Dataset entries
-------------------------

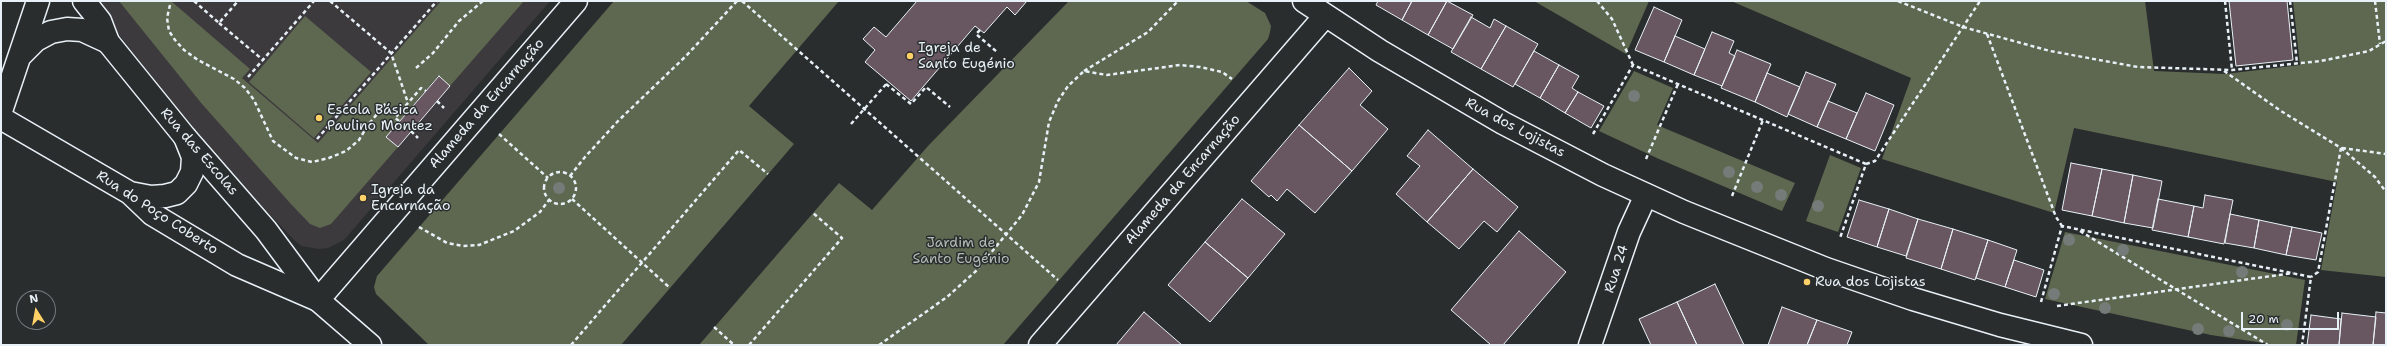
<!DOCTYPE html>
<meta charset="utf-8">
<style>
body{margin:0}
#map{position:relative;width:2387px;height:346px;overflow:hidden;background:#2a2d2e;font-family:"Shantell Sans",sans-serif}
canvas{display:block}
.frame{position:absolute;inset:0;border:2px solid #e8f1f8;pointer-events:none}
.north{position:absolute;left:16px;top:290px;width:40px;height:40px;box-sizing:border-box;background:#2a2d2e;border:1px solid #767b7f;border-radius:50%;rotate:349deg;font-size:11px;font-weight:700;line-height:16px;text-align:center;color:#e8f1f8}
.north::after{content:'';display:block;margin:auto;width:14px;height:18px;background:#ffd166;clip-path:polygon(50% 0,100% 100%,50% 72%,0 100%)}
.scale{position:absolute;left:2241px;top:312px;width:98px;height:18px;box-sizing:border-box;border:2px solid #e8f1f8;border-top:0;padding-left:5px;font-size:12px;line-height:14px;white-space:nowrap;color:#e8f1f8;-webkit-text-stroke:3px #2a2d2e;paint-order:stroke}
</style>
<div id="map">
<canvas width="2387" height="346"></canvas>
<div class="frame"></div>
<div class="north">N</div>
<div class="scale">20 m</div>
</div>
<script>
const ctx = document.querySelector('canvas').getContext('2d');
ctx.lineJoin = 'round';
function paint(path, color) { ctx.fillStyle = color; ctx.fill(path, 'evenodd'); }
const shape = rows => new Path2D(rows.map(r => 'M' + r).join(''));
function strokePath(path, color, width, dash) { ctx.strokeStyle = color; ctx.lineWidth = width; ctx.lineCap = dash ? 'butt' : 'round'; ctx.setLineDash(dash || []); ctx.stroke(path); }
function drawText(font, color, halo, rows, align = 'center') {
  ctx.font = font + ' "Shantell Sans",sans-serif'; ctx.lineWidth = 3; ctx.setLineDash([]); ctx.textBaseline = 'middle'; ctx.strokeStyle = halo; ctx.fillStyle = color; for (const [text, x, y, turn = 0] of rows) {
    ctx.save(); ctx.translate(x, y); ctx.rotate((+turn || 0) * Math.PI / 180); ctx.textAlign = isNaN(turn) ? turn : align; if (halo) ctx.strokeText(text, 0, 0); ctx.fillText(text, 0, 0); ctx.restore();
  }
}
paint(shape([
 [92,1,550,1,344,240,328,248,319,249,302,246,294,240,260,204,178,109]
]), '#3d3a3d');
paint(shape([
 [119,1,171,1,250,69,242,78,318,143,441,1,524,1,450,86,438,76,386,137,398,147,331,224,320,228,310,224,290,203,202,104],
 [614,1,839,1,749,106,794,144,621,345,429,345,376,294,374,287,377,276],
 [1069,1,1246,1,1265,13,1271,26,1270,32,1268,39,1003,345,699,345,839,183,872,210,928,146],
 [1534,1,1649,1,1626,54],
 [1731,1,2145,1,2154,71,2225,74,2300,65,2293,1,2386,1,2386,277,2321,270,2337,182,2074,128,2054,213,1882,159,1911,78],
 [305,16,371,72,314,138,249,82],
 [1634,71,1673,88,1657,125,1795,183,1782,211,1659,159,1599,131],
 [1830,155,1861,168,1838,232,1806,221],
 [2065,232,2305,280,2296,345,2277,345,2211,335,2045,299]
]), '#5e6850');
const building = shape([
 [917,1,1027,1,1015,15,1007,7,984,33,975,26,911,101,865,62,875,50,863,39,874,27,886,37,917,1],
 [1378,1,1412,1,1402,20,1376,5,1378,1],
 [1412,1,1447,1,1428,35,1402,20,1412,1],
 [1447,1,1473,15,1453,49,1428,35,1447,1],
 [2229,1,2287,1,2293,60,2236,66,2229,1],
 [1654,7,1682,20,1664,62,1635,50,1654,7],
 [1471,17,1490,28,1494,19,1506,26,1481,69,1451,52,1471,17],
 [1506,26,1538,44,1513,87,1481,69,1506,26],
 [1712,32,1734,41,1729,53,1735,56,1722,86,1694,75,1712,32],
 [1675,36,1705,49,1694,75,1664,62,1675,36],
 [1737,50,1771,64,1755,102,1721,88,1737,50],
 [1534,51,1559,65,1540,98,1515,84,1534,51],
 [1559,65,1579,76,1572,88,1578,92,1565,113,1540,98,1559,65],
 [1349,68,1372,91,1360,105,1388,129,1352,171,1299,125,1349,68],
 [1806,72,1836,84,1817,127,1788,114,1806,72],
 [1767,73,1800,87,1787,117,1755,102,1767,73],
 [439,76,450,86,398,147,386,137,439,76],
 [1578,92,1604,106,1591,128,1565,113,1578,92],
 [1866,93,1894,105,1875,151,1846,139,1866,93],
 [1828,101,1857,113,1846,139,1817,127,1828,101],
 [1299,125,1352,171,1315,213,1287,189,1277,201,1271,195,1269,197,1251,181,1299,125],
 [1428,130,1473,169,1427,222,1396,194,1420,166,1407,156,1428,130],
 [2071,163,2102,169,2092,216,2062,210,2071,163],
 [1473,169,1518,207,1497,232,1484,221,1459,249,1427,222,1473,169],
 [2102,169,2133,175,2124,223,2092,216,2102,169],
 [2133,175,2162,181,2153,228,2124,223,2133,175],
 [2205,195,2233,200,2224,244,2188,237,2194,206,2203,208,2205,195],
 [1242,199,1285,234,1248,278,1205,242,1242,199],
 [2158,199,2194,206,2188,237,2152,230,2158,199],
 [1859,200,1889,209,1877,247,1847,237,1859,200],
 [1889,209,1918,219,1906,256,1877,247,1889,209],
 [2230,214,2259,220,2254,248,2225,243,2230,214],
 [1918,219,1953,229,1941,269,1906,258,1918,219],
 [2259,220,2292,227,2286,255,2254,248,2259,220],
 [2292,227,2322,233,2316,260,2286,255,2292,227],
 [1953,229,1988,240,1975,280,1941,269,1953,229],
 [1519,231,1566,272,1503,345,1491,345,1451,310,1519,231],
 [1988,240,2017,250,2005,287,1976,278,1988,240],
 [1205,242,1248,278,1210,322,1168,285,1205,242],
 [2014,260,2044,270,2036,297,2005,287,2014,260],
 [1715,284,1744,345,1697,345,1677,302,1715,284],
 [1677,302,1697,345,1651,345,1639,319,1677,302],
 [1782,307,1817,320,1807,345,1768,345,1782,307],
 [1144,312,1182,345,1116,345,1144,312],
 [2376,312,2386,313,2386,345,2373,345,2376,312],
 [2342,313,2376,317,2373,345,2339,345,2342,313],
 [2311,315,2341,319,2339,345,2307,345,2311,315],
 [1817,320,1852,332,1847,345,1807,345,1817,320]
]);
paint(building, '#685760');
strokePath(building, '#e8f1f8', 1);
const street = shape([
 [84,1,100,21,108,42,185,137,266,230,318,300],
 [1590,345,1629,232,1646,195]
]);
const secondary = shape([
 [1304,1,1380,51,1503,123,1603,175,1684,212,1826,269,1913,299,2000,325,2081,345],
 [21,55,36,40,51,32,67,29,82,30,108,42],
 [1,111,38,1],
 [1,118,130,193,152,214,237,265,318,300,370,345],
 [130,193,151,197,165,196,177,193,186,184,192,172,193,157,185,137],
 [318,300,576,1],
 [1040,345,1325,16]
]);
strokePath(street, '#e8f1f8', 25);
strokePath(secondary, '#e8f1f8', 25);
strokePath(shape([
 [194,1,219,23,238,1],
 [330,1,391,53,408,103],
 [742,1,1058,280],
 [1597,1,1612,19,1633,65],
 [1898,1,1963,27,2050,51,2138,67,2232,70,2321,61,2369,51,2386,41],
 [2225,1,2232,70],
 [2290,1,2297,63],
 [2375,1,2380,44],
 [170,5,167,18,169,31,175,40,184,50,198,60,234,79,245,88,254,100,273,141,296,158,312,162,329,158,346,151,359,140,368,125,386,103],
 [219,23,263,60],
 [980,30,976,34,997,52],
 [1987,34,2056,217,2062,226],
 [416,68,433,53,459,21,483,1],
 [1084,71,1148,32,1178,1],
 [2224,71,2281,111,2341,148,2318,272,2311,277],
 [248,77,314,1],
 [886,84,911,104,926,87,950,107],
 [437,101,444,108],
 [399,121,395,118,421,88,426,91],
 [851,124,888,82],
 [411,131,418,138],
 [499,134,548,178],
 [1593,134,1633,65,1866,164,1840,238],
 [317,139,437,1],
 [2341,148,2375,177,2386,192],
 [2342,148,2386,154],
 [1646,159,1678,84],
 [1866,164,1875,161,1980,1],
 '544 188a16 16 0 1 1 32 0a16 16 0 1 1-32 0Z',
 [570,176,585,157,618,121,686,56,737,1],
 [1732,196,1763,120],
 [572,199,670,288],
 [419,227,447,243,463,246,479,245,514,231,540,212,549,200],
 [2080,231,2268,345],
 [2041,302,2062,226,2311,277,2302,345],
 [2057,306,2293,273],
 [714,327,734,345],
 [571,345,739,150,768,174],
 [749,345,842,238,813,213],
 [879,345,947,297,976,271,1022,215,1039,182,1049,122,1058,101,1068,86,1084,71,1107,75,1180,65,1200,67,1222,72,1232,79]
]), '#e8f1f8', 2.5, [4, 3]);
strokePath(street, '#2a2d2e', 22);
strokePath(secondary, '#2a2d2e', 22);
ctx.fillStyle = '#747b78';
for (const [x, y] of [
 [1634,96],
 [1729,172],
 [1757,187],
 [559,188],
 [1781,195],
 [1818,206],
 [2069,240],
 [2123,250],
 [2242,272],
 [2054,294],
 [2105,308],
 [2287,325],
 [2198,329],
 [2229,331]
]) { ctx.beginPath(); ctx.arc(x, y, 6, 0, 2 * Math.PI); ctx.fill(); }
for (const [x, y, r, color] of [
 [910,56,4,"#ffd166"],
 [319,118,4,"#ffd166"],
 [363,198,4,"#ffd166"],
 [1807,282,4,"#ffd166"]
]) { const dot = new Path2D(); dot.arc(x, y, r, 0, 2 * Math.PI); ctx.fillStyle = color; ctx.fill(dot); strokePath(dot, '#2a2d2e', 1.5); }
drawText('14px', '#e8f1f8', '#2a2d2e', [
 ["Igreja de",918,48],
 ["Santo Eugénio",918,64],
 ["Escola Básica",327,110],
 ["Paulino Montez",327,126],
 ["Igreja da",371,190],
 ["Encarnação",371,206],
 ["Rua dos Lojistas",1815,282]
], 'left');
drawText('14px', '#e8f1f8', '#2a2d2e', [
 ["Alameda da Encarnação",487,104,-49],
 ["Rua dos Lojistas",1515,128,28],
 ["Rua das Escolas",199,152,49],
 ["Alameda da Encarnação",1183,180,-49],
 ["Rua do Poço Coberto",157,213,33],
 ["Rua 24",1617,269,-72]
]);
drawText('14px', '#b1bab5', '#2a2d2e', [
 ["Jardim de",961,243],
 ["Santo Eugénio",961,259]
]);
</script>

-------------------------

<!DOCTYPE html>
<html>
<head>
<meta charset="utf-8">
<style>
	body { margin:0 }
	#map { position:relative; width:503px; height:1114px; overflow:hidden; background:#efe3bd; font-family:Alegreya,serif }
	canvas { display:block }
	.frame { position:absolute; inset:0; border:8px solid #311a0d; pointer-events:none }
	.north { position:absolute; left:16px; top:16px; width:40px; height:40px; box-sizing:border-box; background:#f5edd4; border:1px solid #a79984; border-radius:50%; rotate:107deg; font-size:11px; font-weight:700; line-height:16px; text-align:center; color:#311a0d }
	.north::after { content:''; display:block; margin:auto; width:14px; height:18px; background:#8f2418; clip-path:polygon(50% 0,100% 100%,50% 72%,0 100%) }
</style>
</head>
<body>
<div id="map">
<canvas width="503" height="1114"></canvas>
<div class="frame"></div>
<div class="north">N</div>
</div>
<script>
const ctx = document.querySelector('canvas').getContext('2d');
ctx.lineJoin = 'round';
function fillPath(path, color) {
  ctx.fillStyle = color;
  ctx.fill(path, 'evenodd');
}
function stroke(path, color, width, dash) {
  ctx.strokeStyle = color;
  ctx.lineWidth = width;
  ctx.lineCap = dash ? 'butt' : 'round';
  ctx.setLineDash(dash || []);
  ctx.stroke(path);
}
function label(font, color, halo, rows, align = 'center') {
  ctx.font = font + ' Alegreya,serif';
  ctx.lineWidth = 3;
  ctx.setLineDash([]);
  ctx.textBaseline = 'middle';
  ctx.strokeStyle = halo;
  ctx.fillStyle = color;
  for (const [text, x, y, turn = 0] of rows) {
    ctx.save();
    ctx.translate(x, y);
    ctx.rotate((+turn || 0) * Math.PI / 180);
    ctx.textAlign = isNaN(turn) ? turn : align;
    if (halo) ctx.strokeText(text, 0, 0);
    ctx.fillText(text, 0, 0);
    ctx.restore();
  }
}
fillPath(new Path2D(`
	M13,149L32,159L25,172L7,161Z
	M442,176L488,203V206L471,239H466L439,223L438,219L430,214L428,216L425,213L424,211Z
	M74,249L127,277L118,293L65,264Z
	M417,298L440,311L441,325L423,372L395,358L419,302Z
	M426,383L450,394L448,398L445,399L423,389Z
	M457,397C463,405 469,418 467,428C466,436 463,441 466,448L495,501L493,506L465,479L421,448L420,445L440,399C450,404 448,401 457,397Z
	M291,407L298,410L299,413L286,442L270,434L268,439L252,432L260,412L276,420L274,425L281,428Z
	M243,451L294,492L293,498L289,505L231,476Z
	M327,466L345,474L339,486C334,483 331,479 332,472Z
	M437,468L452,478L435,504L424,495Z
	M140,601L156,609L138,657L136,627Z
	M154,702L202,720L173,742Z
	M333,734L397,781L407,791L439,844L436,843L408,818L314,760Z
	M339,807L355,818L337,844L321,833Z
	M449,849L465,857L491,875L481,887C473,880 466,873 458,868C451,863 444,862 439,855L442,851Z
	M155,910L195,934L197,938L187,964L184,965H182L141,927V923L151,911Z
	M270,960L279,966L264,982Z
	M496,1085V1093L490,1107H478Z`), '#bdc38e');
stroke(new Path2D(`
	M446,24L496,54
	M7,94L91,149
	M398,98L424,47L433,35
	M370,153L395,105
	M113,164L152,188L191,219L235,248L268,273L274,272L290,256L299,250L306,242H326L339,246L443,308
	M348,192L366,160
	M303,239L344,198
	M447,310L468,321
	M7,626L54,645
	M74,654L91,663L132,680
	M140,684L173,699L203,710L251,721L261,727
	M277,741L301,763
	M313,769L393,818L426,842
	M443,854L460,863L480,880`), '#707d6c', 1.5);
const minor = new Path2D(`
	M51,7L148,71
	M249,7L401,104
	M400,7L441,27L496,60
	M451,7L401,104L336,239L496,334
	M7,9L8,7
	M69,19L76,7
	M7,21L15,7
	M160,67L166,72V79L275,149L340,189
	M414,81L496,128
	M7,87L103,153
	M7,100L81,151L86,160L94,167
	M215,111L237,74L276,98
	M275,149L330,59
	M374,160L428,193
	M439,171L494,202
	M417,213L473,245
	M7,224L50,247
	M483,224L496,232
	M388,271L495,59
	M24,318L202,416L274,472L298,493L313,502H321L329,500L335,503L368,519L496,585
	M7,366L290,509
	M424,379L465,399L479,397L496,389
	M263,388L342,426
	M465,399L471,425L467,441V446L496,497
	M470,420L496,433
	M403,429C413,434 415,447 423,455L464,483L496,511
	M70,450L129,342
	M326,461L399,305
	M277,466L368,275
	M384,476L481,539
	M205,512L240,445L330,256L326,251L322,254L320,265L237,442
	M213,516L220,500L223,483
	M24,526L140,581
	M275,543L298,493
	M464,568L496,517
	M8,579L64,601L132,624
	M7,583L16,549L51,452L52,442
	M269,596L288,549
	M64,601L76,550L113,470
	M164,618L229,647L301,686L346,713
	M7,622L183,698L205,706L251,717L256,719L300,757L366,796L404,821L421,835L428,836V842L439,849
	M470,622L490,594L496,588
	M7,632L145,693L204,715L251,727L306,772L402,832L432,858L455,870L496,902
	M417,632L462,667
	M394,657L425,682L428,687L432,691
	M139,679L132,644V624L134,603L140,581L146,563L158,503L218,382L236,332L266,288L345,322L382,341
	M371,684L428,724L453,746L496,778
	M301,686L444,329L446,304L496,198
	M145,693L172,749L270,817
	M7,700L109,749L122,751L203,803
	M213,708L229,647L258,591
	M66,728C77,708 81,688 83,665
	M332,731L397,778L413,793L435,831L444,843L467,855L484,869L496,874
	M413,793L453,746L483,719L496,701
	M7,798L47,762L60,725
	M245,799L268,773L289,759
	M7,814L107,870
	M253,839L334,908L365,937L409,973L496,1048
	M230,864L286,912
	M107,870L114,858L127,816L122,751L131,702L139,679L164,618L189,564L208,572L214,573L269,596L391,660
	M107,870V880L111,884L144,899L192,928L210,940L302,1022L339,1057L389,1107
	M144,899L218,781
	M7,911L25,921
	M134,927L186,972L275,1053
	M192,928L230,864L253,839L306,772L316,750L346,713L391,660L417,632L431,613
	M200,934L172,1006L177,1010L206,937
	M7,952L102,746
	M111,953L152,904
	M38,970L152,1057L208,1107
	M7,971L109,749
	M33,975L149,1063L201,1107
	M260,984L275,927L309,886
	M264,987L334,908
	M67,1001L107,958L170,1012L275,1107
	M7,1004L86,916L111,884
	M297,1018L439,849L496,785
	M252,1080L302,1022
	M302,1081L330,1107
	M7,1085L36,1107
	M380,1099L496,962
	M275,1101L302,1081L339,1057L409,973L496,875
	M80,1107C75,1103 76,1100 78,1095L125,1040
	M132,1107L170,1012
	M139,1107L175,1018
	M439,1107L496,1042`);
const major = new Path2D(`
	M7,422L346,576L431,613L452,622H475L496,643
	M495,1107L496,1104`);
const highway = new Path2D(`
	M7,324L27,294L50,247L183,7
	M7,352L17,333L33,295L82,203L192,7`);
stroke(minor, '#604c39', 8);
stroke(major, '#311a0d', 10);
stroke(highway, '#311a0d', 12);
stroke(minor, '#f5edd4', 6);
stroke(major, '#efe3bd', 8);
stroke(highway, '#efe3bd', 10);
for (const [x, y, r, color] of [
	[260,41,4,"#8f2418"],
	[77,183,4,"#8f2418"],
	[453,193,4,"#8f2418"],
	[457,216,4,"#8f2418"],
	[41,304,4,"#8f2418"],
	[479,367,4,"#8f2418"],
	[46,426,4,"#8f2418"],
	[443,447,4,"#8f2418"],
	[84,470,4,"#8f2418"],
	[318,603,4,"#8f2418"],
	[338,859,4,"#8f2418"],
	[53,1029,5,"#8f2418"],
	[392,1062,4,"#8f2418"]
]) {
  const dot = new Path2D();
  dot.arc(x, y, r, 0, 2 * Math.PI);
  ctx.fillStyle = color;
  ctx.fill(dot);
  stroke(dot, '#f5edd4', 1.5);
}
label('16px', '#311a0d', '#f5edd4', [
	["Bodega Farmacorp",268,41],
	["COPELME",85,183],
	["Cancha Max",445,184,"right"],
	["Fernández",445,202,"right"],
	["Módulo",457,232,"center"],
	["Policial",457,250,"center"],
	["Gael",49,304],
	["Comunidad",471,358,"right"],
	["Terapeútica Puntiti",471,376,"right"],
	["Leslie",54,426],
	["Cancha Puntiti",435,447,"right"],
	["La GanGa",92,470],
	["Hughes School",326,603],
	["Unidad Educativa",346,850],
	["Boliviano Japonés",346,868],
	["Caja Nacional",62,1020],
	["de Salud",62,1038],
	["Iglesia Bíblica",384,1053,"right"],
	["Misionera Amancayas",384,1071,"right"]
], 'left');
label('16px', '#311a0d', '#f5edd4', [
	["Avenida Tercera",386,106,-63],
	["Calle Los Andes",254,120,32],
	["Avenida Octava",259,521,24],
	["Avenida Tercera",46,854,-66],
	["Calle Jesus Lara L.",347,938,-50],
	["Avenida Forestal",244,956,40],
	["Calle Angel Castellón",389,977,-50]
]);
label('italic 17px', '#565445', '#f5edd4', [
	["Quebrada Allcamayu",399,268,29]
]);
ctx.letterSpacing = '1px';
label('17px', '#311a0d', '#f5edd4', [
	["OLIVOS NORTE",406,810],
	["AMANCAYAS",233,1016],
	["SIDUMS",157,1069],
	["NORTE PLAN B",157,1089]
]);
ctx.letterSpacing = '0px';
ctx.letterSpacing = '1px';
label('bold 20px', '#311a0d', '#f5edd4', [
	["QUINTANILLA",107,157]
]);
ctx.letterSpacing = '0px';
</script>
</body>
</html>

-------------------------

* WHAT THE TASK REQUIRES
Please make an exact copy of the lines above from the line with "M74,249L127,277L118,293L65,264Z" through the line with "M275,149L330,59", both ends included.

* WRITTEN RESPONSE
	M74,249L127,277L118,293L65,264Z
	M417,298L440,311L441,325L423,372L395,358L419,302Z
	M426,383L450,394L448,398L445,399L423,389Z
	M457,397C463,405 469,418 467,428C466,436 463,441 466,448L495,501L493,506L465,479L421,448L420,445L440,399C450,404 448,401 457,397Z
	M291,407L298,410L299,413L286,442L270,434L268,439L252,432L260,412L276,420L274,425L281,428Z
	M243,451L294,492L293,498L289,505L231,476Z
	M327,466L345,474L339,486C334,483 331,479 332,472Z
	M437,468L452,478L435,504L424,495Z
	M140,601L156,609L138,657L136,627Z
	M154,702L202,720L173,742Z
	M333,734L397,781L407,791L439,844L436,843L408,818L314,760Z
	M339,807L355,818L337,844L321,833Z
	M449,849L465,857L491,875L481,887C473,880 466,873 458,868C451,863 444,862 439,855L442,851Z
	M155,910L195,934L197,938L187,964L184,965H182L141,927V923L151,911Z
	M270,960L279,966L264,982Z
	M496,1085V1093L490,1107H478Z`), '#bdc38e');
stroke(new Path2D(`
	M446,24L496,54
	M7,94L91,149
	M398,98L424,47L433,35
	M370,153L395,105
	M113,164L152,188L191,219L235,248L268,273L274,272L290,256L299,250L306,242H326L339,246L443,308
	M348,192L366,160
	M303,239L344,198
	M447,310L468,321
	M7,626L54,645
	M74,654L91,663L132,680
	M140,684L173,699L203,710L251,721L261,727
	M277,741L301,763
	M313,769L393,818L426,842
	M443,854L460,863L480,880`), '#707d6c', 1.5);
const minor = new Path2D(`
	M51,7L148,71
	M249,7L401,104
	M400,7L441,27L496,60
	M451,7L401,104L336,239L496,334
	M7,9L8,7
	M69,19L76,7
	M7,21L15,7
	M160,67L166,72V79L275,149L340,189
	M414,81L496,128
	M7,87L103,153
	M7,100L81,151L86,160L94,167
	M215,111L237,74L276,98
	M275,149L330,59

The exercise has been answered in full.